**WHAT YOU NEED TO DO**
Among the records below, count the lines where "overflow" occurs, and report that total alone.

---*---

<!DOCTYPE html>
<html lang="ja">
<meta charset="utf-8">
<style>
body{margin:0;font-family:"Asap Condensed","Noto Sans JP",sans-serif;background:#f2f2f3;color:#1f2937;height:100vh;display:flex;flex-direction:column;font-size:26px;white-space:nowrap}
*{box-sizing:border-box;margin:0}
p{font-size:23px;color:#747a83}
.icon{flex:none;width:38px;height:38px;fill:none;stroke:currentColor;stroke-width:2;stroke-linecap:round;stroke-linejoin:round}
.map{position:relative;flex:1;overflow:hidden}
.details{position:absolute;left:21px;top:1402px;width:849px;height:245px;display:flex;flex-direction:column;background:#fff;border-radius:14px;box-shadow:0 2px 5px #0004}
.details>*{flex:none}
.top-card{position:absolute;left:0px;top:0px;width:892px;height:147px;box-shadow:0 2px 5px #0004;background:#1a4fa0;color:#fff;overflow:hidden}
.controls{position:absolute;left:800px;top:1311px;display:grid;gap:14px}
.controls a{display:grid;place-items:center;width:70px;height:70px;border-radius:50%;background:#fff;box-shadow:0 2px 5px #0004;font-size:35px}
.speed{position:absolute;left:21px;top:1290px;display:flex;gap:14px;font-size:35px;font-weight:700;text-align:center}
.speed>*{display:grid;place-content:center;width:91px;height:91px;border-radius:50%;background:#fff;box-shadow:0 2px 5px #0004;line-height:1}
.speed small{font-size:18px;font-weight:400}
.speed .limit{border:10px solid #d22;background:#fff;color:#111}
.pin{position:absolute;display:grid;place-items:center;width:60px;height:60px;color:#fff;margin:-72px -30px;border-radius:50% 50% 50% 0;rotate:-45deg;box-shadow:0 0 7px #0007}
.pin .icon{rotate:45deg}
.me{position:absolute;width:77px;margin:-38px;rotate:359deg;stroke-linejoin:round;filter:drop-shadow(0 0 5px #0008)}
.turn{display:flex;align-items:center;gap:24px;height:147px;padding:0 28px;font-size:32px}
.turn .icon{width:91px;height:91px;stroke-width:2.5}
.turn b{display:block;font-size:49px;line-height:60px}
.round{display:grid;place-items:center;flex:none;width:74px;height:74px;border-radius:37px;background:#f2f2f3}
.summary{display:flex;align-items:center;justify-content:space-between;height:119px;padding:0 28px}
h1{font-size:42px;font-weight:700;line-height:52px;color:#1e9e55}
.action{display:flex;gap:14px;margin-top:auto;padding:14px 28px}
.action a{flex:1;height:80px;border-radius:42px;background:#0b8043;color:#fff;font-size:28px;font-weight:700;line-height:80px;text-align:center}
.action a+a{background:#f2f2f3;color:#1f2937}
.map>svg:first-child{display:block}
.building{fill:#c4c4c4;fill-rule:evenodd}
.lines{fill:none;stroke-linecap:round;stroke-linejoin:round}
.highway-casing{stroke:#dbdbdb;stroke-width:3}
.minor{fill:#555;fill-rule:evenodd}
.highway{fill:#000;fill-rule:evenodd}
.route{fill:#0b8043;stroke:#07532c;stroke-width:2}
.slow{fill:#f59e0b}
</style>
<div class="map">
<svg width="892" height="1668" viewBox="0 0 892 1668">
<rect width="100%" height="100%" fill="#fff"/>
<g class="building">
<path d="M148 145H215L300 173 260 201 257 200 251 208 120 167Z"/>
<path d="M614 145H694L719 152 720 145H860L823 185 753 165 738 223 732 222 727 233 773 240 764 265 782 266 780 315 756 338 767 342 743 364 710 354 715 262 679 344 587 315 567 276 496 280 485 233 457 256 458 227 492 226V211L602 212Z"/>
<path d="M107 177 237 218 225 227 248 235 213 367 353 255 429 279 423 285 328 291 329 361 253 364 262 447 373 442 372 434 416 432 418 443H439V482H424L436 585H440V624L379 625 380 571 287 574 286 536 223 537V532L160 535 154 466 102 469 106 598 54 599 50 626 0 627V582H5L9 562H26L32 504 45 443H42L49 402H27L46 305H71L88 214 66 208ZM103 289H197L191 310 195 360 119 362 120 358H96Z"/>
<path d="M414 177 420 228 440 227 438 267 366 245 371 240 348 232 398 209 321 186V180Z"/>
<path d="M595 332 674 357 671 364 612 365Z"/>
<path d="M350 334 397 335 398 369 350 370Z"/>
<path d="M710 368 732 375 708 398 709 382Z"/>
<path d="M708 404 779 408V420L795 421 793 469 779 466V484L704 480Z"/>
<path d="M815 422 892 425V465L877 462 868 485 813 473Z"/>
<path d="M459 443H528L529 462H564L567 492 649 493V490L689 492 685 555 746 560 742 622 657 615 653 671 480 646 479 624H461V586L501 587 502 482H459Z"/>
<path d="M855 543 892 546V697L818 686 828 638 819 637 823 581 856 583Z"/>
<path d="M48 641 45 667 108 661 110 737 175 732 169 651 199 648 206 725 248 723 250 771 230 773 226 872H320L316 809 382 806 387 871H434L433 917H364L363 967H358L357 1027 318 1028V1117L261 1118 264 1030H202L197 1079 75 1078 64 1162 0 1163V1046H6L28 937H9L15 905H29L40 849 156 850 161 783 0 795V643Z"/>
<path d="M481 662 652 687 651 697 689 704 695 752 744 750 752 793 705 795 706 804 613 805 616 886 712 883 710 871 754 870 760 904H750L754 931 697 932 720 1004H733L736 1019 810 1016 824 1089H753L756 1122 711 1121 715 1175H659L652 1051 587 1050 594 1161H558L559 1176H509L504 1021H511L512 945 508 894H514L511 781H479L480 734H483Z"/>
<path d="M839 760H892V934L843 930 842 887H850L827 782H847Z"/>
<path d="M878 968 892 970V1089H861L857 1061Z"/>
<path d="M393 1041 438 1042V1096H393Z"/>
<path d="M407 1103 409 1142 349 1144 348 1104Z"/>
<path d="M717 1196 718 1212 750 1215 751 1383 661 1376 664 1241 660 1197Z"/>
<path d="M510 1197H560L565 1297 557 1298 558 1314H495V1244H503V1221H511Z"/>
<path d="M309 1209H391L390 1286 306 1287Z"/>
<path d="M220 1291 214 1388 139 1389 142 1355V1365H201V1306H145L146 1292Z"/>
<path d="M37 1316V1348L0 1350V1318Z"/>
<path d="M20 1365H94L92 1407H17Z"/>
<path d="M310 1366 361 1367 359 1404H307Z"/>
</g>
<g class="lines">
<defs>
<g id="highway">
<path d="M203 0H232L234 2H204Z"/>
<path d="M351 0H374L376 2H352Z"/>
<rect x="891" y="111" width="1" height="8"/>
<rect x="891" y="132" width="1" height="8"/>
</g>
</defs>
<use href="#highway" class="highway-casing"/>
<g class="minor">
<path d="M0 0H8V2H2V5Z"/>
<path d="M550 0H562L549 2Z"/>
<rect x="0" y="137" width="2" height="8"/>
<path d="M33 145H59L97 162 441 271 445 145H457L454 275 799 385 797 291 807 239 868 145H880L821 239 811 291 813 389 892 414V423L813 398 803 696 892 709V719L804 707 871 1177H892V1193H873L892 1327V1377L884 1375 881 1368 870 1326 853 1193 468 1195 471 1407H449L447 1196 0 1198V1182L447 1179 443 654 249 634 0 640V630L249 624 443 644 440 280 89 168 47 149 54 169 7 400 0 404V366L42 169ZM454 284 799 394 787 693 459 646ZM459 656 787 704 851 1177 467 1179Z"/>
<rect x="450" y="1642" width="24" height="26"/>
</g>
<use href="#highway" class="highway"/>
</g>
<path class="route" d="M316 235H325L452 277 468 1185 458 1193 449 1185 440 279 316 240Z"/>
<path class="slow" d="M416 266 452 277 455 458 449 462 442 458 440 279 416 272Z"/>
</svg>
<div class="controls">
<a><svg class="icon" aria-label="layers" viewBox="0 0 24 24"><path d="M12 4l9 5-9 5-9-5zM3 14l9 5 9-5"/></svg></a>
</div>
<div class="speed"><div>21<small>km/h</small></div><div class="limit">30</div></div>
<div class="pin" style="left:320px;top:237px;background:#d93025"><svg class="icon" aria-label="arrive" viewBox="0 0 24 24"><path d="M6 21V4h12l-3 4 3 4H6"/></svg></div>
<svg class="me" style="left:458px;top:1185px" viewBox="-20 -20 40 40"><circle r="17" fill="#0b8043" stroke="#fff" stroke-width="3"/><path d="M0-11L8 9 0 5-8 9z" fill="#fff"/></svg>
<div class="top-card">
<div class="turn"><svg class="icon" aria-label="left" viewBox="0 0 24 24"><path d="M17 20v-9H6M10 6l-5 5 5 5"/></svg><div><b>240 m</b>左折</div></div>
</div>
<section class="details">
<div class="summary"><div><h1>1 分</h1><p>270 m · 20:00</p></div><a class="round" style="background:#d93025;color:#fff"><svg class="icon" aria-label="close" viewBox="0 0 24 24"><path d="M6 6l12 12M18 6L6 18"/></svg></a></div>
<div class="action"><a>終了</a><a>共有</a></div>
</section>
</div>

---*---

**SOLUTION TO THIS PROBLEM**
2